Wills, A. A., Sokell, E., Gorczyca, T. W., Feng, X., Wiedenhoeft, M., Canton, S. E., et al. (2002). Importance of spin–orbit interactions for the He 2lnl' states revealed by a novel use of angle-resolved photoelectron spectroscopy. Journal of Physics B: Atomic, Molecular and Optical Physics, 35(15), L367-L374. doi:10.1088/0953-4075/35/15/105.

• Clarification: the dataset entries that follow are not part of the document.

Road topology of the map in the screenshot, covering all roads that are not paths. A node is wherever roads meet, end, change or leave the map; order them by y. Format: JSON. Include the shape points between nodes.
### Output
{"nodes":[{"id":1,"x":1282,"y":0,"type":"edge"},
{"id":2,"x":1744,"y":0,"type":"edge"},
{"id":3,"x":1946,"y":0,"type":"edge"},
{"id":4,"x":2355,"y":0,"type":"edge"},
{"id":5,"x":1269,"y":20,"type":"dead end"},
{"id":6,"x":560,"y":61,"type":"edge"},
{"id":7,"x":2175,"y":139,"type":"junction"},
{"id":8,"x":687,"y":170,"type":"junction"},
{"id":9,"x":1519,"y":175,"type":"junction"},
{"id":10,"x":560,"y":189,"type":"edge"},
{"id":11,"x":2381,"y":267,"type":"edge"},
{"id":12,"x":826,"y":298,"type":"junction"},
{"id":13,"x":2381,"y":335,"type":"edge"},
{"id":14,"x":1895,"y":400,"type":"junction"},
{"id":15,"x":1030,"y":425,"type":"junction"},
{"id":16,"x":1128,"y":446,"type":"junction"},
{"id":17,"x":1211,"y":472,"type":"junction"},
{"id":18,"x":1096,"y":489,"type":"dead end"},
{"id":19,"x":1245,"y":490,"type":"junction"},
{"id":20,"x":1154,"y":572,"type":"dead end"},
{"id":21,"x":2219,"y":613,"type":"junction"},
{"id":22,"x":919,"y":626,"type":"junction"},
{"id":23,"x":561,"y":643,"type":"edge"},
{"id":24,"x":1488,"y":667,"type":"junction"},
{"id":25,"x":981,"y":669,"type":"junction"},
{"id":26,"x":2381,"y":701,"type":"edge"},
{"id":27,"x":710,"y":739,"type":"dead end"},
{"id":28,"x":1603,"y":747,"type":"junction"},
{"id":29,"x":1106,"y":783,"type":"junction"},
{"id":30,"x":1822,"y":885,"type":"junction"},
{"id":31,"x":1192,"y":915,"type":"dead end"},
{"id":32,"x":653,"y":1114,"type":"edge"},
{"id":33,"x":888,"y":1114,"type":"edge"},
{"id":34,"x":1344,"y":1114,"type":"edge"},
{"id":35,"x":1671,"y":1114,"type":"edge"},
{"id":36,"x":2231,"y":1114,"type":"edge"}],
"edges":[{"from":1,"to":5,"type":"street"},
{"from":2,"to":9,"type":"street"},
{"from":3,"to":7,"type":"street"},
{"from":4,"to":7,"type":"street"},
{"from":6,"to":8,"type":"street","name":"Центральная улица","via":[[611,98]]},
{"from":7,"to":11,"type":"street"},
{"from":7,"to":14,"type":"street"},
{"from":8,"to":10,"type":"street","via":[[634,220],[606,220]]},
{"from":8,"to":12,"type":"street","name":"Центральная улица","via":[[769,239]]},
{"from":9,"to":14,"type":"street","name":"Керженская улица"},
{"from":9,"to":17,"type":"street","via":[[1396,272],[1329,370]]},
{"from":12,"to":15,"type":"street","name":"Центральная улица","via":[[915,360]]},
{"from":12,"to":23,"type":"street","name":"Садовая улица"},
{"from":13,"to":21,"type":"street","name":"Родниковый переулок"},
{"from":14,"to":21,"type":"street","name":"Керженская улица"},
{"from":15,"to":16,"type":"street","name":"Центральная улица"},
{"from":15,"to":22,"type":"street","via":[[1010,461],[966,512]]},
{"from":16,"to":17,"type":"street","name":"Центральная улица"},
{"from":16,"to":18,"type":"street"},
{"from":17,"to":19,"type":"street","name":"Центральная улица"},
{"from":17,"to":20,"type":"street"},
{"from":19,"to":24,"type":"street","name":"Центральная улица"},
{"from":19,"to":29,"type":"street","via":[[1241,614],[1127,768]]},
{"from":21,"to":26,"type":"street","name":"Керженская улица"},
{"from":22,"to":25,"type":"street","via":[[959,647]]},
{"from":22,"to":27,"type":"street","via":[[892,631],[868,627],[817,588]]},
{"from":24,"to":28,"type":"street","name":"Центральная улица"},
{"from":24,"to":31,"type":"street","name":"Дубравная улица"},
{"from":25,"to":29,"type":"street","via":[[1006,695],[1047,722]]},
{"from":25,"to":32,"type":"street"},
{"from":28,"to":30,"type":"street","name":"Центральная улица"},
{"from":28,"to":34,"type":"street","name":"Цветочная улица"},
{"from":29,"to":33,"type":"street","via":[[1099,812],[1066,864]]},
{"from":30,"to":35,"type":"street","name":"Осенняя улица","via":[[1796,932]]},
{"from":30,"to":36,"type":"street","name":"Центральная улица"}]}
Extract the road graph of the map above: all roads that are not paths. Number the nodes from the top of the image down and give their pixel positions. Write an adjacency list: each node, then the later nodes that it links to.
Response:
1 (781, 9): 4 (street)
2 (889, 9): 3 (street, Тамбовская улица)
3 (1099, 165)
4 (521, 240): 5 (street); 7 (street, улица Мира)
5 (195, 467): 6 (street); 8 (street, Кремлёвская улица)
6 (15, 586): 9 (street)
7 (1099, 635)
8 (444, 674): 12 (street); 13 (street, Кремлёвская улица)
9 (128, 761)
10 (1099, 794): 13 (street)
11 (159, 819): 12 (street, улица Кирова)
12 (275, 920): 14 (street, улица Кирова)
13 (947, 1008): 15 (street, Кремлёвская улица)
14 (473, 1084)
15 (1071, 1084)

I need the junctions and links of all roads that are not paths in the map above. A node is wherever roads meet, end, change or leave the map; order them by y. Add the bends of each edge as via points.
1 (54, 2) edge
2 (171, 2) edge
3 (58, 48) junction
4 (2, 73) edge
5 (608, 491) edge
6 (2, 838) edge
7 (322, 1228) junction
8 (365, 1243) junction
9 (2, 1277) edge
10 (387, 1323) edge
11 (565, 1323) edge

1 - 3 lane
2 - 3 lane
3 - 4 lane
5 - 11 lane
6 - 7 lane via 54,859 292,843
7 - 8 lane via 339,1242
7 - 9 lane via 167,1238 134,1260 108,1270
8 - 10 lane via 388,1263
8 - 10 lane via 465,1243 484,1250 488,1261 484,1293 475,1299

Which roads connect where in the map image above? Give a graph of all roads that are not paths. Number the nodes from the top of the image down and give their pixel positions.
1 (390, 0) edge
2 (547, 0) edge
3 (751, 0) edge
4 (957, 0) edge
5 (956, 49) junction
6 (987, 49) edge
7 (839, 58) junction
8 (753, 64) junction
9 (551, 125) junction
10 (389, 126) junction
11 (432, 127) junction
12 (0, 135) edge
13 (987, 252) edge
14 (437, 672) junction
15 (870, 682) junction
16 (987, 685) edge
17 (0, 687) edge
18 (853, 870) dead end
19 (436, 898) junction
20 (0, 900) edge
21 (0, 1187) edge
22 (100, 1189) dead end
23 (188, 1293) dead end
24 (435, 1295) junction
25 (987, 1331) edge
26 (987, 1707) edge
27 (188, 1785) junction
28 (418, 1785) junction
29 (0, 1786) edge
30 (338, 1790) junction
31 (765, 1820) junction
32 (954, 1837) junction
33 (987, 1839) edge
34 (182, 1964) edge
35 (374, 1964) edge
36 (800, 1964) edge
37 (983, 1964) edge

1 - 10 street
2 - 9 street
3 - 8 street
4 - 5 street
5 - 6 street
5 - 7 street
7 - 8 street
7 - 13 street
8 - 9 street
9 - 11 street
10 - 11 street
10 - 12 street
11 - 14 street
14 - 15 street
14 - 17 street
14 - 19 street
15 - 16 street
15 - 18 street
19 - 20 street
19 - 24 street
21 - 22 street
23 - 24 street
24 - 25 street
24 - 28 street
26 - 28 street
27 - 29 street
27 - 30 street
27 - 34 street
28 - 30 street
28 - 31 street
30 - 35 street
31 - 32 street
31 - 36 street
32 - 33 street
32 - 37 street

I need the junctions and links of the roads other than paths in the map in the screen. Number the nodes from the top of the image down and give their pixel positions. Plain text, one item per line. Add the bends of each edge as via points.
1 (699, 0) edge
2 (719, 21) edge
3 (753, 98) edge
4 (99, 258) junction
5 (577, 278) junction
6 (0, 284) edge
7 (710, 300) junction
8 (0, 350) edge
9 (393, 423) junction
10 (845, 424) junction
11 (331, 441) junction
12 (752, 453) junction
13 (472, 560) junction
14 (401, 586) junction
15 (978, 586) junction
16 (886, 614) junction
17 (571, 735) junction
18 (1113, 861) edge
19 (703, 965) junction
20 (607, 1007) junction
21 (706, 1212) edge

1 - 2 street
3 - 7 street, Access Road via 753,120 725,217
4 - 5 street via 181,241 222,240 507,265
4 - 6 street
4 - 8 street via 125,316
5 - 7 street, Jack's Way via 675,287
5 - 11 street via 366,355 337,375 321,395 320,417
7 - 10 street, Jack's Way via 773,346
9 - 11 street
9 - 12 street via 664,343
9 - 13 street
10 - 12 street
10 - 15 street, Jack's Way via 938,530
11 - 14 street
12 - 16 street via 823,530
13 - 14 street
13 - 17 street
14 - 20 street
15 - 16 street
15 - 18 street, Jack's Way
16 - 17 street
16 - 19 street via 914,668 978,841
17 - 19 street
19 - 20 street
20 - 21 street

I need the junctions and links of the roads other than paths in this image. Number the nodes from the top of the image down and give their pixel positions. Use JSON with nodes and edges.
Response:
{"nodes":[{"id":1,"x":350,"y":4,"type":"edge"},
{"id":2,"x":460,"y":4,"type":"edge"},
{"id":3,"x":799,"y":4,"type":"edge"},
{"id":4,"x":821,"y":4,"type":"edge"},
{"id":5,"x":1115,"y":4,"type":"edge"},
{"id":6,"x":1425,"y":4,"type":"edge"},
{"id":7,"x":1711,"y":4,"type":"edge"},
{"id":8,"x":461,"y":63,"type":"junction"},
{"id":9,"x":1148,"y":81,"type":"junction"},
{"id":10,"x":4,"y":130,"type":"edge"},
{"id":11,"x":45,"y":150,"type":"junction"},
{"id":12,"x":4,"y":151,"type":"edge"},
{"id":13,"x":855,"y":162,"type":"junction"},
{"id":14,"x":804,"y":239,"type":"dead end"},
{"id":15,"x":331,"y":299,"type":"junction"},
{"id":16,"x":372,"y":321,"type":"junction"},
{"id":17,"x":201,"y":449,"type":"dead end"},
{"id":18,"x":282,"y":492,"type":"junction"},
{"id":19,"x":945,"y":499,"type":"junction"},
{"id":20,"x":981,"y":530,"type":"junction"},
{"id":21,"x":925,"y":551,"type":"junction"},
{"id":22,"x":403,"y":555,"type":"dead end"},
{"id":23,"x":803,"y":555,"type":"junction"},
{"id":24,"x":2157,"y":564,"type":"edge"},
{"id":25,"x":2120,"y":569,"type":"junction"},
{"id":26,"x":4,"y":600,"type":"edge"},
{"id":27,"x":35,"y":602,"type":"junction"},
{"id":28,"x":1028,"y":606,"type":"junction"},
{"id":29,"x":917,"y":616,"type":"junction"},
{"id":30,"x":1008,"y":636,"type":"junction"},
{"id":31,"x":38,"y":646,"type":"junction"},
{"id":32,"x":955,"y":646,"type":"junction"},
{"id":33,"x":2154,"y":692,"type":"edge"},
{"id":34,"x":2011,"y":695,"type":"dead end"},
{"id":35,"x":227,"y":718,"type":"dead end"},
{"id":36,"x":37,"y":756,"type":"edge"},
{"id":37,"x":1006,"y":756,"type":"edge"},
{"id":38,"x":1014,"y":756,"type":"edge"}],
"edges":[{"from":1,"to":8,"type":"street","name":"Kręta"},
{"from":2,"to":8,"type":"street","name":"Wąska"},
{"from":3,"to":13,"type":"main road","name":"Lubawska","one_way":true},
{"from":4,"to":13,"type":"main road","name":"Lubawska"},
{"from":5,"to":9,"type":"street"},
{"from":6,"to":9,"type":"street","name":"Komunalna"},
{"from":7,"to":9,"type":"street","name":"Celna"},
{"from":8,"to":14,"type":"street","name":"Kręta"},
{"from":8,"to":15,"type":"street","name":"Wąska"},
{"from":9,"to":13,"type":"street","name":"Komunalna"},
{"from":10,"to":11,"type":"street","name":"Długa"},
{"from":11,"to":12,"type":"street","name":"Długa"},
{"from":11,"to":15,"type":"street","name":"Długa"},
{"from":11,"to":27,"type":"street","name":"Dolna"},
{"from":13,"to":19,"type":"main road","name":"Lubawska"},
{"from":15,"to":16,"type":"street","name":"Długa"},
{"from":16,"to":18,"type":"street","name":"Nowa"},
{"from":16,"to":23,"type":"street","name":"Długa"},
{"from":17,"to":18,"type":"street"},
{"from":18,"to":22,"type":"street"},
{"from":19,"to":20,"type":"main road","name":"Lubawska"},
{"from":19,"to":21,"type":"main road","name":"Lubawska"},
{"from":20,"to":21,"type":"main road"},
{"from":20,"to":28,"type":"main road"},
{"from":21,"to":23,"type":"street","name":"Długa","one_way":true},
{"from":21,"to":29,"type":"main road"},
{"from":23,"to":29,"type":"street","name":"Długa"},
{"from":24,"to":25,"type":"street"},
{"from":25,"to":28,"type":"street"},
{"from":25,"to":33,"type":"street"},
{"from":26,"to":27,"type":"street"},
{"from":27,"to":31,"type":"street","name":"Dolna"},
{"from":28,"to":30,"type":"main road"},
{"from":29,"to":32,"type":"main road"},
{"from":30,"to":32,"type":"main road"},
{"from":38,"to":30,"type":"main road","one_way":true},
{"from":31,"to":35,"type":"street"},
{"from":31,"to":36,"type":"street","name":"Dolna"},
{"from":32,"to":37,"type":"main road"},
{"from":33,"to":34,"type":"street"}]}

Cite as: https://hdl.handle.net/11858/00-001M-0000-002D-8A51-9
Abstract
The triplet character of doubly excited 2lnl' resonances close to the He+ (N = 2) ionization threshold has been seen to affect the angular distribution of photoelectrons associated with the He+ (1s) state: a peak has been observed at a photon energy just below the N = 2 threshold when the photoelectrons are detected at 90° with respect to the photon polarization direction. This is forbidden in pure LS-coupling and therefore the observation immediately indicates the presence of triplet configurations due to spin–orbit interactions. Such weak interaction effects are usually overwhelmed by LS-allowed processes, particularly in such a low-Z atom, but the choice of observation angle in this case desensitizes the measurements to the dominant ionization processes. The results have been reproduced by R-matrix MQDT calculations which also indicate that all seven relativistically allowed Rydberg series are present.